* PROBLEM TO SOLVE
Return only the number of lines in the entries below that hold the word "nodes".

* EXCERPTED RECORDS
============

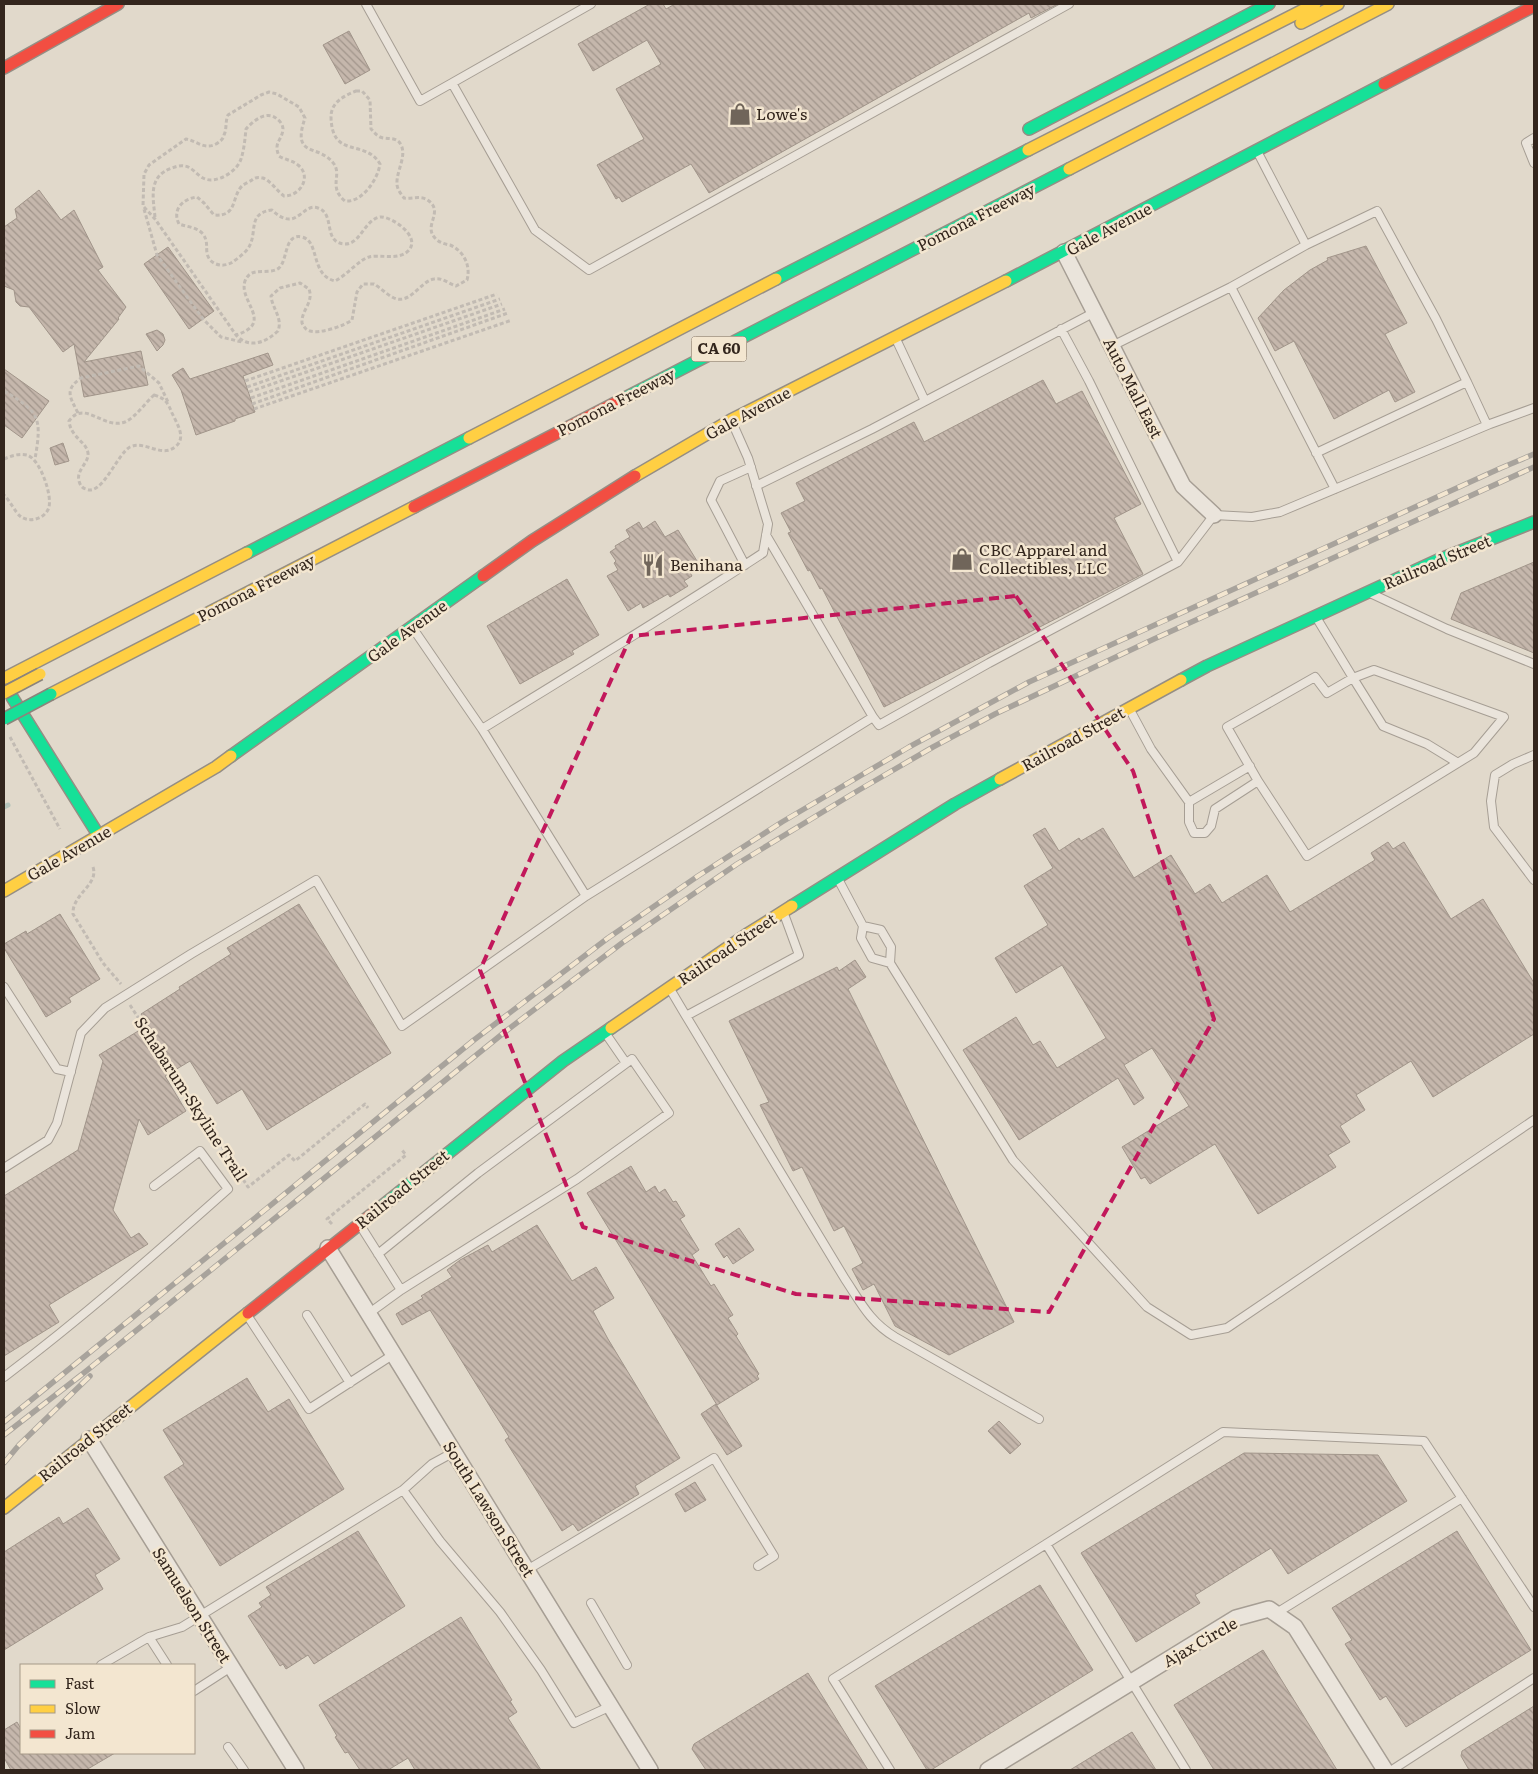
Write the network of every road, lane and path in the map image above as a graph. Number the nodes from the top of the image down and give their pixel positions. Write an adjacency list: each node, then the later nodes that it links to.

============

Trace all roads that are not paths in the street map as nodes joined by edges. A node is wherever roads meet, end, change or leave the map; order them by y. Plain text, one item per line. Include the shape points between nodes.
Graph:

============

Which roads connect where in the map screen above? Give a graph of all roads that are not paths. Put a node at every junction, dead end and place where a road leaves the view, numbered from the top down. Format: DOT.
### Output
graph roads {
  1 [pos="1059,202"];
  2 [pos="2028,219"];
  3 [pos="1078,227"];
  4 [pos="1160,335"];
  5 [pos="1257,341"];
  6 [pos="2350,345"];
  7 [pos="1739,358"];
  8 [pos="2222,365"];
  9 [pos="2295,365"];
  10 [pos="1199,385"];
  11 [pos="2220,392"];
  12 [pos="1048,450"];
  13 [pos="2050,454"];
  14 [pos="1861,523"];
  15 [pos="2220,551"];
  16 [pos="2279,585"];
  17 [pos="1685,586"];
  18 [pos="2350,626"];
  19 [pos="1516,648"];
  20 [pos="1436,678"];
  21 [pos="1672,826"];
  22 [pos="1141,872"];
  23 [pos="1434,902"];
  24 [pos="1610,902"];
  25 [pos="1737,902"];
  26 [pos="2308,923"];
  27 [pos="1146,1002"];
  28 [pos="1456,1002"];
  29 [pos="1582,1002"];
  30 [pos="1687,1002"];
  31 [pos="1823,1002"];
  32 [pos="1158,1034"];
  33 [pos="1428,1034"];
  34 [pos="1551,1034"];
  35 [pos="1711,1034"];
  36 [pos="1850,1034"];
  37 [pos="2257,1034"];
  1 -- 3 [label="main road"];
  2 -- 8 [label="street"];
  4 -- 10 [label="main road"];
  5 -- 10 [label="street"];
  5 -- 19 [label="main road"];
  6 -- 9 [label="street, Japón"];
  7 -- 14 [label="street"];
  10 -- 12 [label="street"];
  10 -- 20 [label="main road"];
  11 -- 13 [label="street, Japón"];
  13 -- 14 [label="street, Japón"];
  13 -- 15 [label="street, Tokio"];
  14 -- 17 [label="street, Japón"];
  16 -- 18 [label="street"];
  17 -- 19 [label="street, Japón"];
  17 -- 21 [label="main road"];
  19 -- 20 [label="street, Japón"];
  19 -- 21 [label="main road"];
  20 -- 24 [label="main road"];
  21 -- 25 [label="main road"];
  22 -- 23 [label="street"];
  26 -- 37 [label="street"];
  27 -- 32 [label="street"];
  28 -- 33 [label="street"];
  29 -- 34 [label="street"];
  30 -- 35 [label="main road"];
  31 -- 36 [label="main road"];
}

============

* TASK SOLUTION
2